(Recorded information)

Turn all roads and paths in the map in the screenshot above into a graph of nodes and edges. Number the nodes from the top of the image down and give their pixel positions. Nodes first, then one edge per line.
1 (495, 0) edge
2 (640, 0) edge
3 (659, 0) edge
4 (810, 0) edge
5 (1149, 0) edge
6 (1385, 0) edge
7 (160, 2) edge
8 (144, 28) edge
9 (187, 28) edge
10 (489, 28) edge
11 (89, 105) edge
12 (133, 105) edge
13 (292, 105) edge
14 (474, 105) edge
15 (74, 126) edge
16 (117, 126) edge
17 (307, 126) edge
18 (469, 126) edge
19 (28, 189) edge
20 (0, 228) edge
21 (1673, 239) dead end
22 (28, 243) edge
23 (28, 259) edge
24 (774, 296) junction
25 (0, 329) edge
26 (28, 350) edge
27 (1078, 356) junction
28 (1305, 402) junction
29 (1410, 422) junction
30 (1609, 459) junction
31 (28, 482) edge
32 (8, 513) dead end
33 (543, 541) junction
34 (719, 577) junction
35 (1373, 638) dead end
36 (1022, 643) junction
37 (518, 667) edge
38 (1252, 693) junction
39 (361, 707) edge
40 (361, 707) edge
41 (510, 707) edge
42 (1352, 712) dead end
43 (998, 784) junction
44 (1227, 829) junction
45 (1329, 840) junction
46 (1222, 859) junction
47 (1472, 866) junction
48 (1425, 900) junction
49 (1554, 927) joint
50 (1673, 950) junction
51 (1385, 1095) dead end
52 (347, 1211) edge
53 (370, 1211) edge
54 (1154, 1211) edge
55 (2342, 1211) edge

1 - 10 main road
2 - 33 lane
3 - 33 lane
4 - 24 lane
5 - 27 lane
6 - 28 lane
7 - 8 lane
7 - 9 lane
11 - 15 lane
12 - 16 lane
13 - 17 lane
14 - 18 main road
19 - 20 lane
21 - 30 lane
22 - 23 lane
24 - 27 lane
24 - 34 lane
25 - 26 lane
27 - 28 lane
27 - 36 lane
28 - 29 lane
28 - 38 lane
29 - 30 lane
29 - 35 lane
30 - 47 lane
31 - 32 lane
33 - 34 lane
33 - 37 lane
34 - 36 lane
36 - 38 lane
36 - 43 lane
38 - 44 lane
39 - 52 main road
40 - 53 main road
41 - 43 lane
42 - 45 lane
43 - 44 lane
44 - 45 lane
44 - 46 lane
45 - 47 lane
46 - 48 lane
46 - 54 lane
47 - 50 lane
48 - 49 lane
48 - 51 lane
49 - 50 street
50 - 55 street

(End Recorded information)

### Required work
Could you write out all of the entries precisely as they stand?

### Response
Turn all roads and paths in the map in the screenshot above into a graph of nodes and edges. Number the nodes from the top of the image down and give their pixel positions. Nodes first, then one edge per line.
1 (495, 0) edge
2 (640, 0) edge
3 (659, 0) edge
4 (810, 0) edge
5 (1149, 0) edge
6 (1385, 0) edge
7 (160, 2) edge
8 (144, 28) edge
9 (187, 28) edge
10 (489, 28) edge
11 (89, 105) edge
12 (133, 105) edge
13 (292, 105) edge
14 (474, 105) edge
15 (74, 126) edge
16 (117, 126) edge
17 (307, 126) edge
18 (469, 126) edge
19 (28, 189) edge
20 (0, 228) edge
21 (1673, 239) dead end
22 (28, 243) edge
23 (28, 259) edge
24 (774, 296) junction
25 (0, 329) edge
26 (28, 350) edge
27 (1078, 356) junction
28 (1305, 402) junction
29 (1410, 422) junction
30 (1609, 459) junction
31 (28, 482) edge
32 (8, 513) dead end
33 (543, 541) junction
34 (719, 577) junction
35 (1373, 638) dead end
36 (1022, 643) junction
37 (518, 667) edge
38 (1252, 693) junction
39 (361, 707) edge
40 (361, 707) edge
41 (510, 707) edge
42 (1352, 712) dead end
43 (998, 784) junction
44 (1227, 829) junction
45 (1329, 840) junction
46 (1222, 859) junction
47 (1472, 866) junction
48 (1425, 900) junction
49 (1554, 927) joint
50 (1673, 950) junction
51 (1385, 1095) dead end
52 (347, 1211) edge
53 (370, 1211) edge
54 (1154, 1211) edge
55 (2342, 1211) edge

1 - 10 main road
2 - 33 lane
3 - 33 lane
4 - 24 lane
5 - 27 lane
6 - 28 lane
7 - 8 lane
7 - 9 lane
11 - 15 lane
12 - 16 lane
13 - 17 lane
14 - 18 main road
19 - 20 lane
21 - 30 lane
22 - 23 lane
24 - 27 lane
24 - 34 lane
25 - 26 lane
27 - 28 lane
27 - 36 lane
28 - 29 lane
28 - 38 lane
29 - 30 lane
29 - 35 lane
30 - 47 lane
31 - 32 lane
33 - 34 lane
33 - 37 lane
34 - 36 lane
36 - 38 lane
36 - 43 lane
38 - 44 lane
39 - 52 main road
40 - 53 main road
41 - 43 lane
42 - 45 lane
43 - 44 lane
44 - 45 lane
44 - 46 lane
45 - 47 lane
46 - 48 lane
46 - 54 lane
47 - 50 lane
48 - 49 lane
48 - 51 lane
49 - 50 street
50 - 55 street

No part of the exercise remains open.